## WORK INSTRUCTIONS
All pictures should be dropped, and only the lines from the top of the entries below through the line containing "ctx.restore()" repeated exactly, both ends included.

- - -

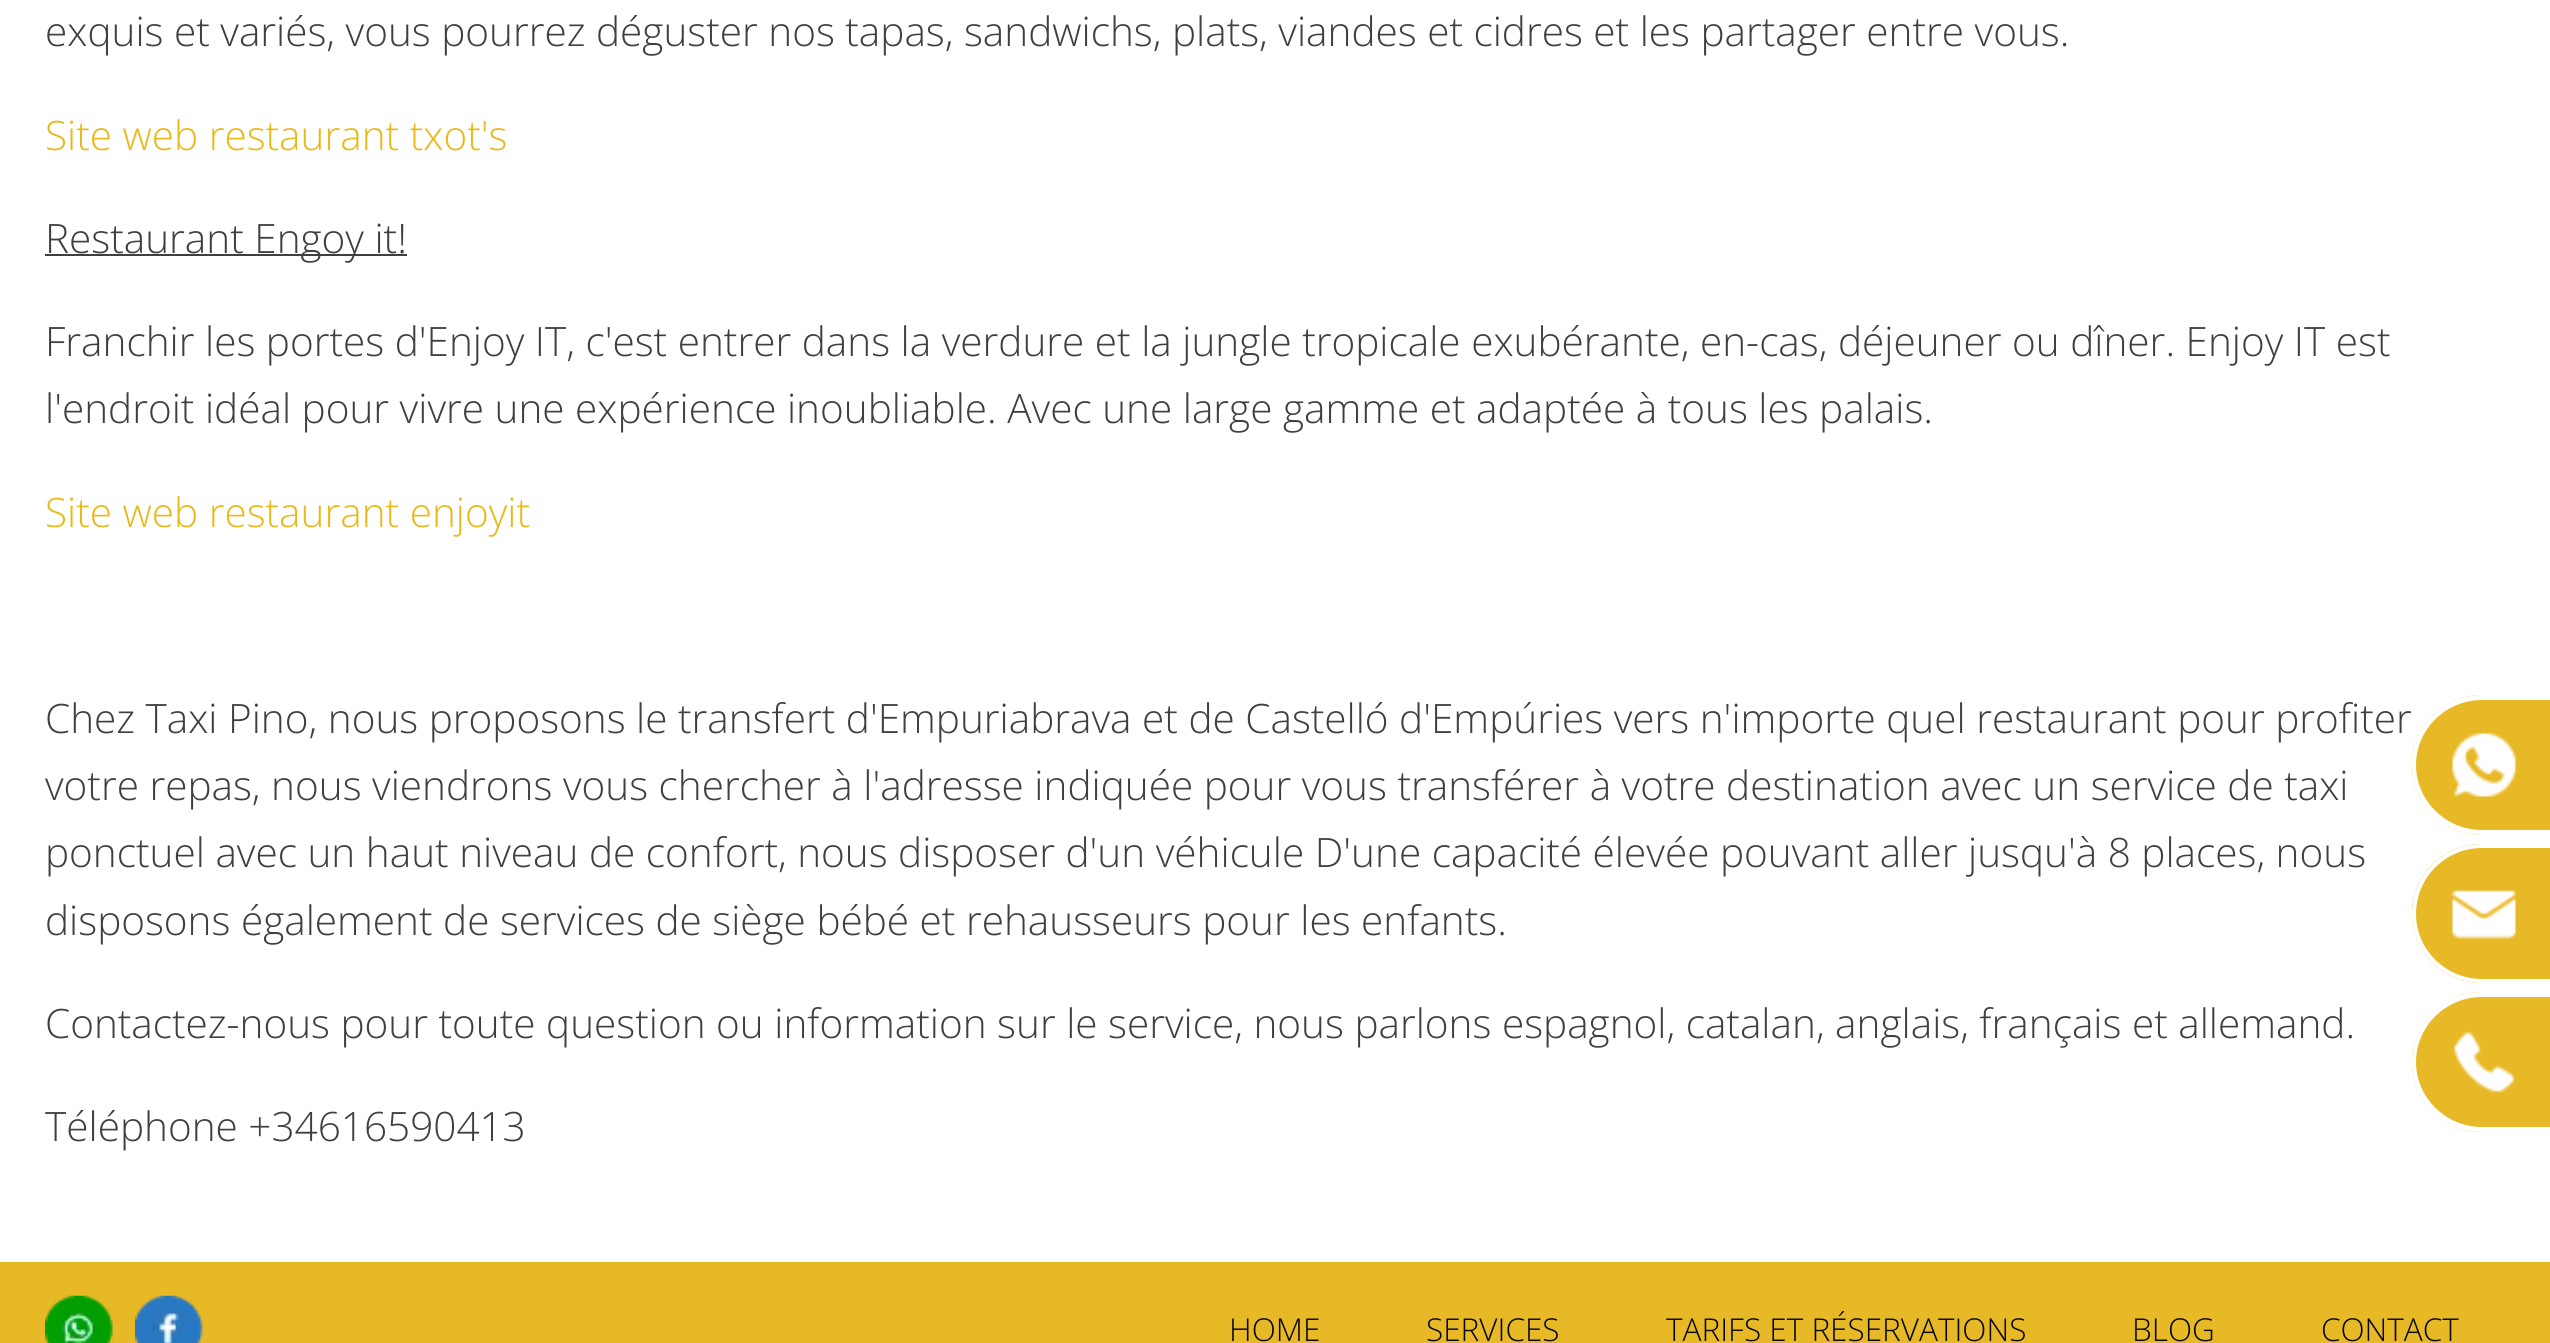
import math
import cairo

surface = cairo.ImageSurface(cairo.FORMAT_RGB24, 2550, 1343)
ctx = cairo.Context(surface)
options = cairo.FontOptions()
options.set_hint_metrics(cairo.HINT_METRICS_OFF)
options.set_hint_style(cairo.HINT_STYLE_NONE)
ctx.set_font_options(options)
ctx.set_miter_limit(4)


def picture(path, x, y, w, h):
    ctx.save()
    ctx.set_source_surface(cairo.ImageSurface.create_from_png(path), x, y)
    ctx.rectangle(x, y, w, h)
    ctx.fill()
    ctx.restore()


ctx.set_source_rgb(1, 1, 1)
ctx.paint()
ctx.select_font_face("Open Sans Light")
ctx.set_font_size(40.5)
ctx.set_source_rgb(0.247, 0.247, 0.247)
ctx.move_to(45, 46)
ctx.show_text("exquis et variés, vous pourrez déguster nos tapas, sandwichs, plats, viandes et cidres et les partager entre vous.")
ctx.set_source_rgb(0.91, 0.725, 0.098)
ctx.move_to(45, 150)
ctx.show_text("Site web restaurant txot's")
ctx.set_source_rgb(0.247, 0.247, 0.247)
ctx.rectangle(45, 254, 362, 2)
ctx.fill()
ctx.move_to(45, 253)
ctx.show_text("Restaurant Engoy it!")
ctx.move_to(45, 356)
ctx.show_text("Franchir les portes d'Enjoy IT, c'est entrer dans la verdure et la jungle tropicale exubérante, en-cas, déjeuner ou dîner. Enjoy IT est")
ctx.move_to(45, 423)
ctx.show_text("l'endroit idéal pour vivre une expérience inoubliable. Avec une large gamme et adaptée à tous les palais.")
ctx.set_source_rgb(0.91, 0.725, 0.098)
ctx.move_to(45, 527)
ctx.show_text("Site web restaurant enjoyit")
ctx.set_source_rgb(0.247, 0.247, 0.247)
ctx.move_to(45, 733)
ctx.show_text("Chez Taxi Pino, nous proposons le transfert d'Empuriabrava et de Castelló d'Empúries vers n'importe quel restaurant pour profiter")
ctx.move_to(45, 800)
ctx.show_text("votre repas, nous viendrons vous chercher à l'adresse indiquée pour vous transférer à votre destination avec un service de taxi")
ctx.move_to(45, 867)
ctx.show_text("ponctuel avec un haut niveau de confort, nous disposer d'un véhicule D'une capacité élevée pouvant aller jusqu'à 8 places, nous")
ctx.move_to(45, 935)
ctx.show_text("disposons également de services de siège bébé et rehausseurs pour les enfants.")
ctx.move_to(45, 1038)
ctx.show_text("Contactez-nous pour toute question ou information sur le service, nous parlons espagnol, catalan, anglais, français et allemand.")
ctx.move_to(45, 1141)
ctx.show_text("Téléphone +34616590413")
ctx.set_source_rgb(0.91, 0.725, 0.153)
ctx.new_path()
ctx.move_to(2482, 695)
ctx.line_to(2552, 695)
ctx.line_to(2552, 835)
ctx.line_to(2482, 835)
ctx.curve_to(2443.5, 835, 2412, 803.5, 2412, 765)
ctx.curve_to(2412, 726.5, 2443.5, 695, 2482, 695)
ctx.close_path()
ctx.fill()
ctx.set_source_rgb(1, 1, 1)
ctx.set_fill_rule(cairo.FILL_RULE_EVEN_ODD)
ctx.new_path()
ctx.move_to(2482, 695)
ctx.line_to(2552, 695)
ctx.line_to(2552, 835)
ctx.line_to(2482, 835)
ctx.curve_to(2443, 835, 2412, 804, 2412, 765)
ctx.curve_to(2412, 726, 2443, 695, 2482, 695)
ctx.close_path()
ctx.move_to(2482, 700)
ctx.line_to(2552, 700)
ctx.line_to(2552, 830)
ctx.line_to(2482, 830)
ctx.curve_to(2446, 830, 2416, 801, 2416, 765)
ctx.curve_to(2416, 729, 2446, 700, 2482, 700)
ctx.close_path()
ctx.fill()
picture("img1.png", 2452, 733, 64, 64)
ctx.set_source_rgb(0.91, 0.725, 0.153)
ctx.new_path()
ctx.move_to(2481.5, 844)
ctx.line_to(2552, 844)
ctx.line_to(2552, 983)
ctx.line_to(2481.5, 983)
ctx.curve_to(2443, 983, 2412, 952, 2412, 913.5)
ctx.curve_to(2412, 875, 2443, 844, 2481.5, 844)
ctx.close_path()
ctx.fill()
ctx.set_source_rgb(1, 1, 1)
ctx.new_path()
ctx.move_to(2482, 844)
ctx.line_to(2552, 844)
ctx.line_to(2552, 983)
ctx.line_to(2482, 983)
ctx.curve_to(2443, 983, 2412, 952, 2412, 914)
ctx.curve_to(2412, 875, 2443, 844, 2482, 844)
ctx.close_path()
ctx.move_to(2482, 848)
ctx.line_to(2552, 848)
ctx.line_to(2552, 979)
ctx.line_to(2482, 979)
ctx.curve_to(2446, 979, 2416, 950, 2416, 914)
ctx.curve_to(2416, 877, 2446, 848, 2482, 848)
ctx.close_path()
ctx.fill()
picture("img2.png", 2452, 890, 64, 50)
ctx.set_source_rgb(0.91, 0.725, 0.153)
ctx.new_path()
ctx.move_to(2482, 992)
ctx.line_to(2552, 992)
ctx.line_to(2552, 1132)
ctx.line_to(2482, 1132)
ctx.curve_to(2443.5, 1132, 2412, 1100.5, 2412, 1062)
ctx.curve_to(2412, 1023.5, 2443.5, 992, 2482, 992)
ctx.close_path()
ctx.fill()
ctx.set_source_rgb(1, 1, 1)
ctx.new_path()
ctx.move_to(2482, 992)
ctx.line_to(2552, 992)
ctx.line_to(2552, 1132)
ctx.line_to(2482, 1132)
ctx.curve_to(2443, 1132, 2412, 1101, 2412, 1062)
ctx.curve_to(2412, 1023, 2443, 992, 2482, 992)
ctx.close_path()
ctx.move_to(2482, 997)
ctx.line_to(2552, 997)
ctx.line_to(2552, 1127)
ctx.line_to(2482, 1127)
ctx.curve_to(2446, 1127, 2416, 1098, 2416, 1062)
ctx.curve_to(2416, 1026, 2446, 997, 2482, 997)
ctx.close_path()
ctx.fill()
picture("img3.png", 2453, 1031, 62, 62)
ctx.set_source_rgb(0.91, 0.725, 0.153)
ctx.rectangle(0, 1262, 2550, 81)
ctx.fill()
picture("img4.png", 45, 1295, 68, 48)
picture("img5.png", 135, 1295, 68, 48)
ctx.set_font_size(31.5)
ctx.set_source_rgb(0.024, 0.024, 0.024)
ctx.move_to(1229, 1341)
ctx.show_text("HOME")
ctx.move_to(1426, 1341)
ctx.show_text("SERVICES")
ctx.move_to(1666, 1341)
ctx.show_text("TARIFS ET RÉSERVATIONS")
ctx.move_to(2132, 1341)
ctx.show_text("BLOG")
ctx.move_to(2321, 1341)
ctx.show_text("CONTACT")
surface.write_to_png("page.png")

- - -

## COMPLETED TASK
import math
import cairo

surface = cairo.ImageSurface(cairo.FORMAT_RGB24, 2550, 1343)
ctx = cairo.Context(surface)
options = cairo.FontOptions()
options.set_hint_metrics(cairo.HINT_METRICS_OFF)
options.set_hint_style(cairo.HINT_STYLE_NONE)
ctx.set_font_options(options)
ctx.set_miter_limit(4)


def picture(path, x, y, w, h):
    ctx.save()
    ctx.set_source_surface(cairo.ImageSurface.create_from_png(path), x, y)
    ctx.rectangle(x, y, w, h)
    ctx.fill()
    ctx.restore()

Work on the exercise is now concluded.